Today's readings on this Palm Sunday of the Passion of the Lord are immensely rich and in a way function as the very foundation of our Catholic faith. If at no other time during Lent does one reflect on the tortuous Passion of Christ, the words we receive today draw us into his suffering. The readings all tie together in a beautiful and subtle way that function as the crown to the perfect example Christ leaves us in his life. In our first reading Isaiah speaks with such confidence and faith in the Lord; if only we all could truly realize and believe the words he says:

“The Lord God is my help, therefore I am not disgraced; I have set my face like flint, knowing that I shall not be put to shame.”

It is clear that Isaiah has made that bold leap of faith that we are called to make in a deeper and more genuine way each day. In his words he is foretelling of Christ’s passion long before Jesus was even incarnate as our human brother. We know this was the way Christ lived his life and Isaiah prophesied this truth. Now if we could only let these words of Holy Scripture take root in our hearts we would be one step closer in our journey to heaven. All the attacks on the church today call for us to be more Christ-like in offering up our persecutions and struggles as Jesus did in his passion, and Isaiah’s words are a perfect reminder of that. From the responsorial psalm today we recognize the words and remember that even Jesus himself had difficulty with fully trusting the Father at times. In our walk as Catholics we are bound to be persecuted by modern society and it is just as certain that we will experience some doubt of Gods presence and closeness to us. If we persevere through all these trials in faith a glory beyond telling awaits us.

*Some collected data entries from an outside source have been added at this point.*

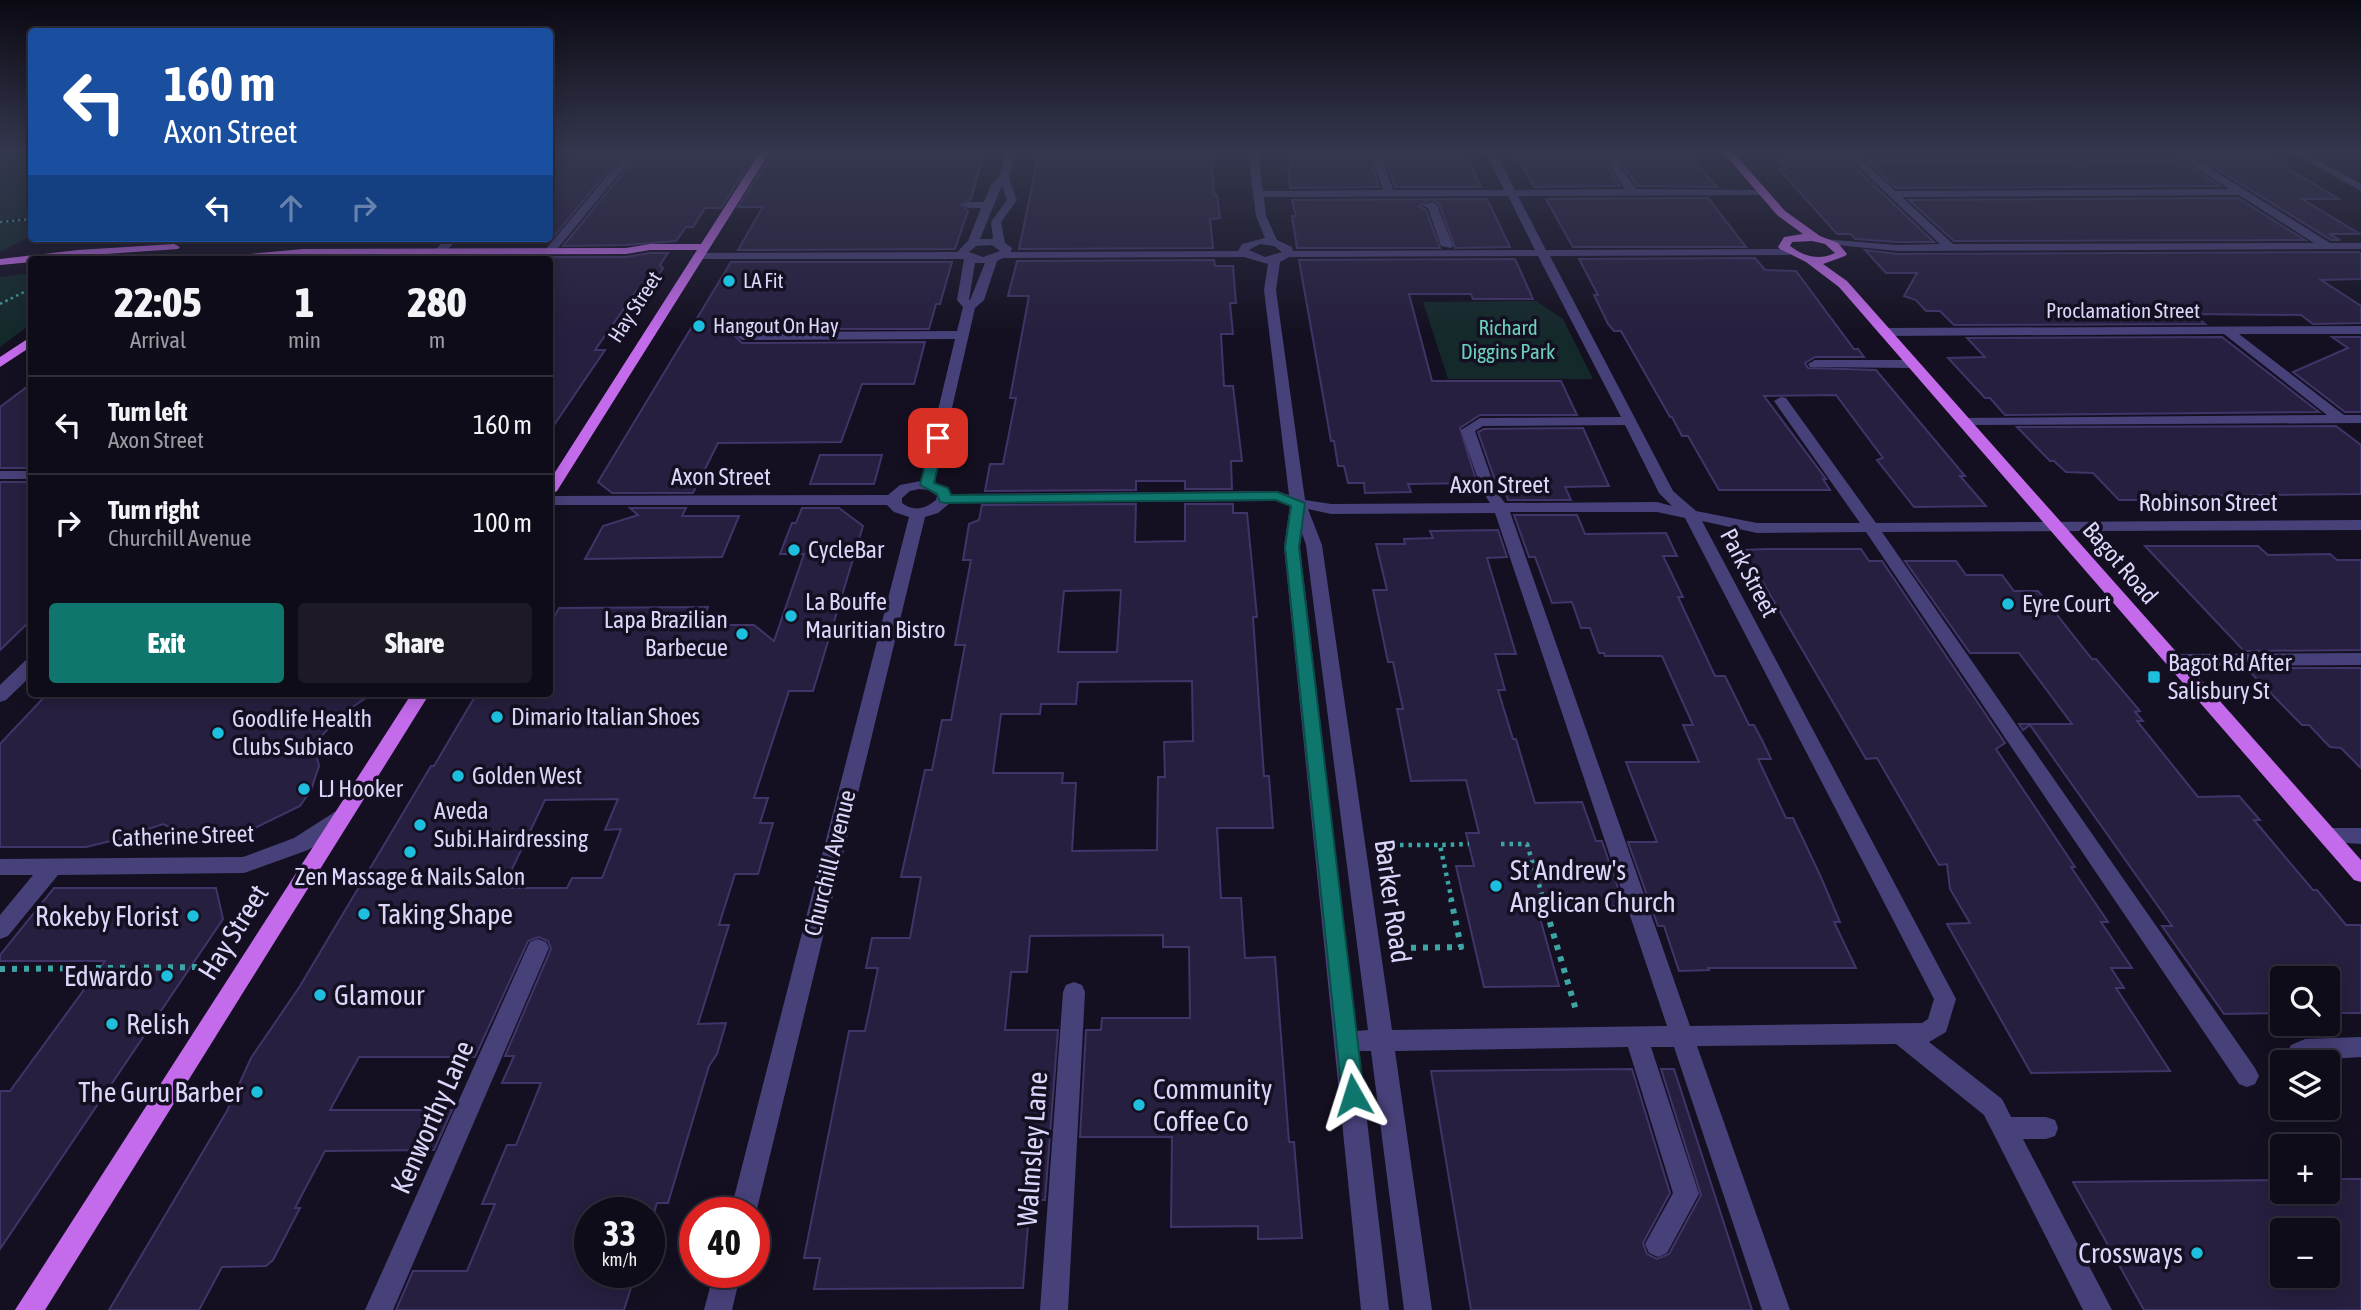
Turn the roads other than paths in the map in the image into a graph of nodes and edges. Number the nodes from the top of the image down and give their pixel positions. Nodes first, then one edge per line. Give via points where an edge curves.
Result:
1 (580, 213) edge
2 (726, 213) edge
3 (984, 213) edge
4 (1002, 213) edge
5 (1435, 213) edge
6 (1521, 213) edge
7 (1781, 213) joint
8 (1913, 213) edge
9 (2275, 213) edge
10 (1261, 216) joint
11 (1821, 240) junction
12 (449, 242) edge
13 (1272, 242) junction
14 (1789, 245) junction
15 (1447, 246) junction
16 (2327, 246) junction
17 (2361, 246) edge
18 (1898, 248) junction
19 (1950, 248) junction
20 (1540, 249) junction
21 (1287, 250) junction
22 (549, 251) junction
23 (702, 251) junction
24 (968, 251) junction
25 (999, 251) junction
26 (1249, 251) junction
27 (157, 253) edge
28 (435, 255) edge
29 (105, 256) edge
30 (227, 256) edge
31 (261, 256) edge
32 (1837, 256) junction
33 (1808, 259) junction
34 (28, 260) edge
35 (1274, 260) junction
36 (0, 262) edge
37 (28, 270) edge
38 (0, 274) edge
39 (1843, 284) junction
40 (1270, 290) junction
41 (969, 307) junction
42 (2226, 330) junction
43 (2361, 330) edge
44 (1884, 332) junction
45 (962, 335) junction
46 (742, 336) dead end
47 (28, 343) edge
48 (0, 363) edge
49 (1913, 363) junction
50 (1815, 364) dead end
51 (1781, 401) dead end
52 (2341, 419) junction
53 (2361, 419) edge
54 (1630, 421) junction
55 (1963, 421) junction
56 (0, 475) edge
57 (28, 475) edge
58 (927, 485) junction
59 (553, 487) edge
60 (553, 492) edge
61 (945, 499) junction
62 (894, 500) junction
63 (1298, 503) junction
64 (1501, 508) junction
65 (918, 513) junction
66 (1691, 514) junction
67 (2361, 525) edge
68 (1870, 526) junction
69 (2055, 526) junction
70 (2361, 659) edge
71 (2173, 660) junction
72 (28, 668) edge
73 (0, 696) edge
74 (418, 697) edge
75 (350, 804) junction
76 (2361, 835) edge
77 (2327, 836) junction
78 (53, 866) junction
79 (0, 867) edge
80 (2361, 874) edge
81 (0, 930) edge
82 (538, 948) dead end
83 (1074, 992) dead end
84 (1900, 1033) junction
85 (1681, 1035) junction
86 (1636, 1036) junction
87 (1382, 1040) junction
88 (1347, 1041) junction
89 (2361, 1047) edge
90 (2303, 1050) edge
91 (2248, 1076) dead end
92 (2003, 1128) junction
93 (2046, 1128) dead end
94 (747, 1197) edge
95 (1658, 1244) dead end
96 (724, 1288) edge
97 (29, 1310) edge
98 (379, 1310) edge
99 (718, 1310) edge
100 (1054, 1310) edge
101 (1375, 1310) edge
102 (1418, 1310) edge
103 (1776, 1310) edge
104 (2098, 1310) edge

1 - 22 street
2 - 23 main road, Hay Street
3 - 24 street
4 - 25 street via 996,222
5 - 15 street
6 - 20 street, Park Street
7 - 11 main road
7 - 14 main road
8 - 19 street
9 - 16 street
10 - 13 street
10 - 26 street
11 - 14 main road
11 - 18 street
11 - 32 main road via 1838,247
12 - 28 street
13 - 21 street
13 - 26 street
14 - 20 street
14 - 33 main road
15 - 20 street
15 - 21 street
16 - 17 street
16 - 19 street
18 - 19 street
18 - 32 street
20 - 21 street
20 - 54 street, Park Street
21 - 35 street
22 - 23 main road via 626,251 645,257
22 - 28 main road
23 - 24 street
23 - 59 main road, Hay Street
24 - 25 street
24 - 25 street
24 - 41 street via 963,300
25 - 26 street
25 - 41 street via 978,300
26 - 35 street
26 - 40 street, Barker Road
27 - 29 main road
27 - 30 main road
28 - 31 main road via 303,252
32 - 33 main road
32 - 39 main road, Bagot Road
33 - 39 main road, Bagot Road
34 - 36 main road
35 - 40 street, Barker Road
37 - 38 main road
39 - 44 main road, Bagot Road
40 - 63 street, Barker Road
41 - 45 street
42 - 43 street, Proclamation Street
42 - 44 street, Proclamation Street
42 - 52 street
44 - 49 main road, Bagot Road
45 - 46 street
45 - 58 street
47 - 48 main road
49 - 50 street
49 - 55 main road, Bagot Road
51 - 68 street
52 - 53 street
52 - 55 street
54 - 64 street via 1480,422 1468,430 1489,491
54 - 66 street, Park Street via 1667,494
55 - 69 main road, Bagot Road
56 - 57 street
58 - 61 street via 943,491
58 - 62 street via 905,488
60 - 62 street, Axon Street
61 - 63 street, Axon Street via 1277,496
61 - 65 street via 936,509
62 - 65 street via 897,509
63 - 64 street, Axon Street via 1331,509
63 - 87 street, Barker Road via 1314,545
63 - 88 street, Barker Road via 1292,547
64 - 66 street, Axon Street via 1657,507
64 - 85 street
65 - 94 street, Churchill Avenue
66 - 68 street, Axon Street via 1757,528
66 - 84 street, Park Street via 1945,999 1938,1025 1926,1033
67 - 69 street, Robinson Street
68 - 69 street, Axon Street
68 - 91 street
69 - 71 main road, Bagot Road
70 - 71 street
71 - 77 main road, Bagot Road
72 - 73 street
74 - 75 main road, Hay Street
75 - 78 street, Catherine Street via 322,832 244,865
75 - 97 main road, Hay Street
76 - 77 street
77 - 80 main road, Bagot Road
78 - 79 street, Catherine Street
78 - 81 street
82 - 98 street, Kenworthy Lane
83 - 100 street, Walmsley Lane
84 - 85 street
84 - 92 street via 1993,1108
85 - 86 street
85 - 103 street
86 - 87 street
86 - 95 street via 1686,1195
87 - 88 street
87 - 102 street, Barker Road
88 - 101 street, Barker Road
89 - 90 street
92 - 93 street
92 - 104 street
96 - 99 street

The second reading from Phillipians tells us of this great reward. It was exactly because Jesus emptied himself to be a vessel and messenger for God that the Father gave Christ dominion over death itself. If we strive to follow Christ with a pure heart and use his example as the measure of our lives we will overcome death and enter into the heavenly inheritance promised us. We all realize there is no way of us ever attaining the heart of Christ as our own while here on earth. However through our struggles and Gods great mercy he will make up for what is lacking in us and bring us to sainthood.
           
This holy season of Lent can be such a great time to re-prioritize and place our lives back in the order that Jesus calls us to. As we enter Holy Week, what more perfect Gospel could we receive other than the unbelievable and saving Passion of Christ. As if today's other readings didn’t give us plenty to meditate on, this long account from Mark's Gospel is the very beating heart of our Catholic faith. While endless words could be written in reflecting on this Gospel, I just want us all to ask ourselves today how well we are following Christ's example in his Passion. The Catholic faith isn’t always the glorious or easy road to follow when measured by worldly standards, but we know without any doubt that it is how we are called to live our lives. In our families, friendships, jobs, marriages, schooling, or wherever we are in our lives, are we seeking to die to ourselves so that Christ may live more fully in our hearts? Through this holy week may we reflect on today's readings and Christ’s sorrowful passion to make room in our hearts for him to live in us as never before.